• YOUR ASSIGNMENT:
Nothing should differ between your answer and the records.

• Records from a data source:
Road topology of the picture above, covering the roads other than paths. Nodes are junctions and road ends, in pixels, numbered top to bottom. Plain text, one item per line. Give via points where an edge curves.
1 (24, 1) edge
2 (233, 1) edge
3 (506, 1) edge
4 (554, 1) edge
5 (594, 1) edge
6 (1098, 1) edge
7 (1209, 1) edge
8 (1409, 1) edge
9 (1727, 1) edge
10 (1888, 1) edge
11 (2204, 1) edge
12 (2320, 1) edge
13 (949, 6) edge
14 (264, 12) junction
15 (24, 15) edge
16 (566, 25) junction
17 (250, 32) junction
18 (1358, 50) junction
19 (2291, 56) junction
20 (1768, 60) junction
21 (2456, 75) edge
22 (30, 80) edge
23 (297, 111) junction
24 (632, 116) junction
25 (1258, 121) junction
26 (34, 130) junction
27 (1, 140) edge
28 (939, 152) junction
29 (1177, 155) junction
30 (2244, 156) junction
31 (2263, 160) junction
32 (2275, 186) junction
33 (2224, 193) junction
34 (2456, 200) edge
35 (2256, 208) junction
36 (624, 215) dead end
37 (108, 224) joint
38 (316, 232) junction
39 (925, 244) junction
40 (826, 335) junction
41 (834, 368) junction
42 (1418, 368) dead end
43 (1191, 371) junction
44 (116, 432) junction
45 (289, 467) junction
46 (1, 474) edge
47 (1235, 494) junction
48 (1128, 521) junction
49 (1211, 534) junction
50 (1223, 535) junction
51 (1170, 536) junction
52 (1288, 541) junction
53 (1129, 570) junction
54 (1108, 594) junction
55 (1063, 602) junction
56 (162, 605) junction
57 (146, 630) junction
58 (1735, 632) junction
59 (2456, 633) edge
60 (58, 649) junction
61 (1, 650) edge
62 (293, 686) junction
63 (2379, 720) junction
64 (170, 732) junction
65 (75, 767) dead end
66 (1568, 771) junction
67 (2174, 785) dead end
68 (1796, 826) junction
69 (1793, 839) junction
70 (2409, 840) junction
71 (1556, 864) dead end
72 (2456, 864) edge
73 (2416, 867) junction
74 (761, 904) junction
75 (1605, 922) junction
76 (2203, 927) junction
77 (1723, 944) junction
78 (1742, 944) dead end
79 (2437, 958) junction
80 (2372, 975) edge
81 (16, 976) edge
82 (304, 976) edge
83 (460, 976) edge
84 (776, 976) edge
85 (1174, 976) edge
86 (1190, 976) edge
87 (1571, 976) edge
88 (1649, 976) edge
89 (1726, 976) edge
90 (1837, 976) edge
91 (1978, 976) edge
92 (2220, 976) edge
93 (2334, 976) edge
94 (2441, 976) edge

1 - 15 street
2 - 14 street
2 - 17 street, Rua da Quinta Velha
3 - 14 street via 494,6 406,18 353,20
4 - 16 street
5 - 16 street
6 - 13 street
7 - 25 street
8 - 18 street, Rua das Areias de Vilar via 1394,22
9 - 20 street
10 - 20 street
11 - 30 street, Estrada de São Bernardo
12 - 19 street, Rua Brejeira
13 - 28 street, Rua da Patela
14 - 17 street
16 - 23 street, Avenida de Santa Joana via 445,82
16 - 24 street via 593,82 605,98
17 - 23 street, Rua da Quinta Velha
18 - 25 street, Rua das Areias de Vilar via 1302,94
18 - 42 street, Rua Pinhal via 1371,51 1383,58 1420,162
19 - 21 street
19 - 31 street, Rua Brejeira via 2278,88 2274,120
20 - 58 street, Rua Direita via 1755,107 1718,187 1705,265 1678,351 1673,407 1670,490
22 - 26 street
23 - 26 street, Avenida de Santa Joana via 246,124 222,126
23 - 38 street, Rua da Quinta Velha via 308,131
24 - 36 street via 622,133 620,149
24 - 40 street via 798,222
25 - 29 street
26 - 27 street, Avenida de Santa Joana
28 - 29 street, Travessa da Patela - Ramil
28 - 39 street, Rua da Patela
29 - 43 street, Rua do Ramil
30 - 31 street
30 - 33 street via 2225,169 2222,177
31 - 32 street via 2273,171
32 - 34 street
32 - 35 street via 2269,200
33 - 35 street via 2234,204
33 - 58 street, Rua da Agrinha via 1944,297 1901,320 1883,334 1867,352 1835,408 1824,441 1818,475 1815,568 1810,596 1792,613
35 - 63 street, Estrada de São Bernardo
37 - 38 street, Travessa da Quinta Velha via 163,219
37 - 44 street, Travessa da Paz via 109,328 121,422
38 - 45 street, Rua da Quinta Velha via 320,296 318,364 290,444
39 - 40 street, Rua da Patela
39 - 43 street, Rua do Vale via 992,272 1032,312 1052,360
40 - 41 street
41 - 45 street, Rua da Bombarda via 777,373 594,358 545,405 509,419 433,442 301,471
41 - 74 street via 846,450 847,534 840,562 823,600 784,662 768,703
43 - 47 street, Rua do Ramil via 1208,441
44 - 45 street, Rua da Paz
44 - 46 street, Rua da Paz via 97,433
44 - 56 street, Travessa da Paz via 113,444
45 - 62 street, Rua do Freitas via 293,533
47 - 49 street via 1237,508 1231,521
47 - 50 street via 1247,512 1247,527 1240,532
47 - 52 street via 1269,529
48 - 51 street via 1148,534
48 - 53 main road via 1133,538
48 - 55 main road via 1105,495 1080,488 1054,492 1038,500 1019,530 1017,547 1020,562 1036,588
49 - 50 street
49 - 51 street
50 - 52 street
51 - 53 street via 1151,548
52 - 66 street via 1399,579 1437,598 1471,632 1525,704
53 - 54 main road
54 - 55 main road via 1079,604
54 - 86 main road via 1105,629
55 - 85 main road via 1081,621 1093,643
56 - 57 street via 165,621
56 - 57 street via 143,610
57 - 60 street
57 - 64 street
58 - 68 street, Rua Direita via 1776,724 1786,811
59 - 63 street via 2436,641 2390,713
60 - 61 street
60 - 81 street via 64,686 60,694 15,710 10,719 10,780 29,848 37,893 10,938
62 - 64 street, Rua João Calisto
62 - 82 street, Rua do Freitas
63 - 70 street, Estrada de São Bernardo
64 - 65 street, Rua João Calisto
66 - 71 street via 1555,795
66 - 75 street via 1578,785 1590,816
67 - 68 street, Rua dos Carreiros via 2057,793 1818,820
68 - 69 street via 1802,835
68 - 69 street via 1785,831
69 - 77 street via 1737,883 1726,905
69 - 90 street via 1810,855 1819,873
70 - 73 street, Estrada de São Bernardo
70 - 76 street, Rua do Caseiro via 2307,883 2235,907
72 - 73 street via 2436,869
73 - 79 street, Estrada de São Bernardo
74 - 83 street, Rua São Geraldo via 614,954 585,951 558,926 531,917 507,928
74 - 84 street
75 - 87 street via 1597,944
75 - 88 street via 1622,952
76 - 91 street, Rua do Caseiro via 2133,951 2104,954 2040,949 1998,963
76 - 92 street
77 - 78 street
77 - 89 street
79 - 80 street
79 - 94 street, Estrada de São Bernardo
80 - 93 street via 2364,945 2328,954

• RESULT OF THE EXERCISE:
Road topology of the picture above, covering the roads other than paths. Nodes are junctions and road ends, in pixels, numbered top to bottom. Plain text, one item per line. Give via points where an edge curves.
1 (24, 1) edge
2 (233, 1) edge
3 (506, 1) edge
4 (554, 1) edge
5 (594, 1) edge
6 (1098, 1) edge
7 (1209, 1) edge
8 (1409, 1) edge
9 (1727, 1) edge
10 (1888, 1) edge
11 (2204, 1) edge
12 (2320, 1) edge
13 (949, 6) edge
14 (264, 12) junction
15 (24, 15) edge
16 (566, 25) junction
17 (250, 32) junction
18 (1358, 50) junction
19 (2291, 56) junction
20 (1768, 60) junction
21 (2456, 75) edge
22 (30, 80) edge
23 (297, 111) junction
24 (632, 116) junction
25 (1258, 121) junction
26 (34, 130) junction
27 (1, 140) edge
28 (939, 152) junction
29 (1177, 155) junction
30 (2244, 156) junction
31 (2263, 160) junction
32 (2275, 186) junction
33 (2224, 193) junction
34 (2456, 200) edge
35 (2256, 208) junction
36 (624, 215) dead end
37 (108, 224) joint
38 (316, 232) junction
39 (925, 244) junction
40 (826, 335) junction
41 (834, 368) junction
42 (1418, 368) dead end
43 (1191, 371) junction
44 (116, 432) junction
45 (289, 467) junction
46 (1, 474) edge
47 (1235, 494) junction
48 (1128, 521) junction
49 (1211, 534) junction
50 (1223, 535) junction
51 (1170, 536) junction
52 (1288, 541) junction
53 (1129, 570) junction
54 (1108, 594) junction
55 (1063, 602) junction
56 (162, 605) junction
57 (146, 630) junction
58 (1735, 632) junction
59 (2456, 633) edge
60 (58, 649) junction
61 (1, 650) edge
62 (293, 686) junction
63 (2379, 720) junction
64 (170, 732) junction
65 (75, 767) dead end
66 (1568, 771) junction
67 (2174, 785) dead end
68 (1796, 826) junction
69 (1793, 839) junction
70 (2409, 840) junction
71 (1556, 864) dead end
72 (2456, 864) edge
73 (2416, 867) junction
74 (761, 904) junction
75 (1605, 922) junction
76 (2203, 927) junction
77 (1723, 944) junction
78 (1742, 944) dead end
79 (2437, 958) junction
80 (2372, 975) edge
81 (16, 976) edge
82 (304, 976) edge
83 (460, 976) edge
84 (776, 976) edge
85 (1174, 976) edge
86 (1190, 976) edge
87 (1571, 976) edge
88 (1649, 976) edge
89 (1726, 976) edge
90 (1837, 976) edge
91 (1978, 976) edge
92 (2220, 976) edge
93 (2334, 976) edge
94 (2441, 976) edge

1 - 15 street
2 - 14 street
2 - 17 street, Rua da Quinta Velha
3 - 14 street via 494,6 406,18 353,20
4 - 16 street
5 - 16 street
6 - 13 street
7 - 25 street
8 - 18 street, Rua das Areias de Vilar via 1394,22
9 - 20 street
10 - 20 street
11 - 30 street, Estrada de São Bernardo
12 - 19 street, Rua Brejeira
13 - 28 street, Rua da Patela
14 - 17 street
16 - 23 street, Avenida de Santa Joana via 445,82
16 - 24 street via 593,82 605,98
17 - 23 street, Rua da Quinta Velha
18 - 25 street, Rua das Areias de Vilar via 1302,94
18 - 42 street, Rua Pinhal via 1371,51 1383,58 1420,162
19 - 21 street
19 - 31 street, Rua Brejeira via 2278,88 2274,120
20 - 58 street, Rua Direita via 1755,107 1718,187 1705,265 1678,351 1673,407 1670,490
22 - 26 street
23 - 26 street, Avenida de Santa Joana via 246,124 222,126
23 - 38 street, Rua da Quinta Velha via 308,131
24 - 36 street via 622,133 620,149
24 - 40 street via 798,222
25 - 29 street
26 - 27 street, Avenida de Santa Joana
28 - 29 street, Travessa da Patela - Ramil
28 - 39 street, Rua da Patela
29 - 43 street, Rua do Ramil
30 - 31 street
30 - 33 street via 2225,169 2222,177
31 - 32 street via 2273,171
32 - 34 street
32 - 35 street via 2269,200
33 - 35 street via 2234,204
33 - 58 street, Rua da Agrinha via 1944,297 1901,320 1883,334 1867,352 1835,408 1824,441 1818,475 1815,568 1810,596 1792,613
35 - 63 street, Estrada de São Bernardo
37 - 38 street, Travessa da Quinta Velha via 163,219
37 - 44 street, Travessa da Paz via 109,328 121,422
38 - 45 street, Rua da Quinta Velha via 320,296 318,364 290,444
39 - 40 street, Rua da Patela
39 - 43 street, Rua do Vale via 992,272 1032,312 1052,360
40 - 41 street
41 - 45 street, Rua da Bombarda via 777,373 594,358 545,405 509,419 433,442 301,471
41 - 74 street via 846,450 847,534 840,562 823,600 784,662 768,703
43 - 47 street, Rua do Ramil via 1208,441
44 - 45 street, Rua da Paz
44 - 46 street, Rua da Paz via 97,433
44 - 56 street, Travessa da Paz via 113,444
45 - 62 street, Rua do Freitas via 293,533
47 - 49 street via 1237,508 1231,521
47 - 50 street via 1247,512 1247,527 1240,532
47 - 52 street via 1269,529
48 - 51 street via 1148,534
48 - 53 main road via 1133,538
48 - 55 main road via 1105,495 1080,488 1054,492 1038,500 1019,530 1017,547 1020,562 1036,588
49 - 50 street
49 - 51 street
50 - 52 street
51 - 53 street via 1151,548
52 - 66 street via 1399,579 1437,598 1471,632 1525,704
53 - 54 main road
54 - 55 main road via 1079,604
54 - 86 main road via 1105,629
55 - 85 main road via 1081,621 1093,643
56 - 57 street via 165,621
56 - 57 street via 143,610
57 - 60 street
57 - 64 street
58 - 68 street, Rua Direita via 1776,724 1786,811
59 - 63 street via 2436,641 2390,713
60 - 61 street
60 - 81 street via 64,686 60,694 15,710 10,719 10,780 29,848 37,893 10,938
62 - 64 street, Rua João Calisto
62 - 82 street, Rua do Freitas
63 - 70 street, Estrada de São Bernardo
64 - 65 street, Rua João Calisto
66 - 71 street via 1555,795
66 - 75 street via 1578,785 1590,816
67 - 68 street, Rua dos Carreiros via 2057,793 1818,820
68 - 69 street via 1802,835
68 - 69 street via 1785,831
69 - 77 street via 1737,883 1726,905
69 - 90 street via 1810,855 1819,873
70 - 73 street, Estrada de São Bernardo
70 - 76 street, Rua do Caseiro via 2307,883 2235,907
72 - 73 street via 2436,869
73 - 79 street, Estrada de São Bernardo
74 - 83 street, Rua São Geraldo via 614,954 585,951 558,926 531,917 507,928
74 - 84 street
75 - 87 street via 1597,944
75 - 88 street via 1622,952
76 - 91 street, Rua do Caseiro via 2133,951 2104,954 2040,949 1998,963
76 - 92 street
77 - 78 street
77 - 89 street
79 - 80 street
79 - 94 street, Estrada de São Bernardo
80 - 93 street via 2364,945 2328,954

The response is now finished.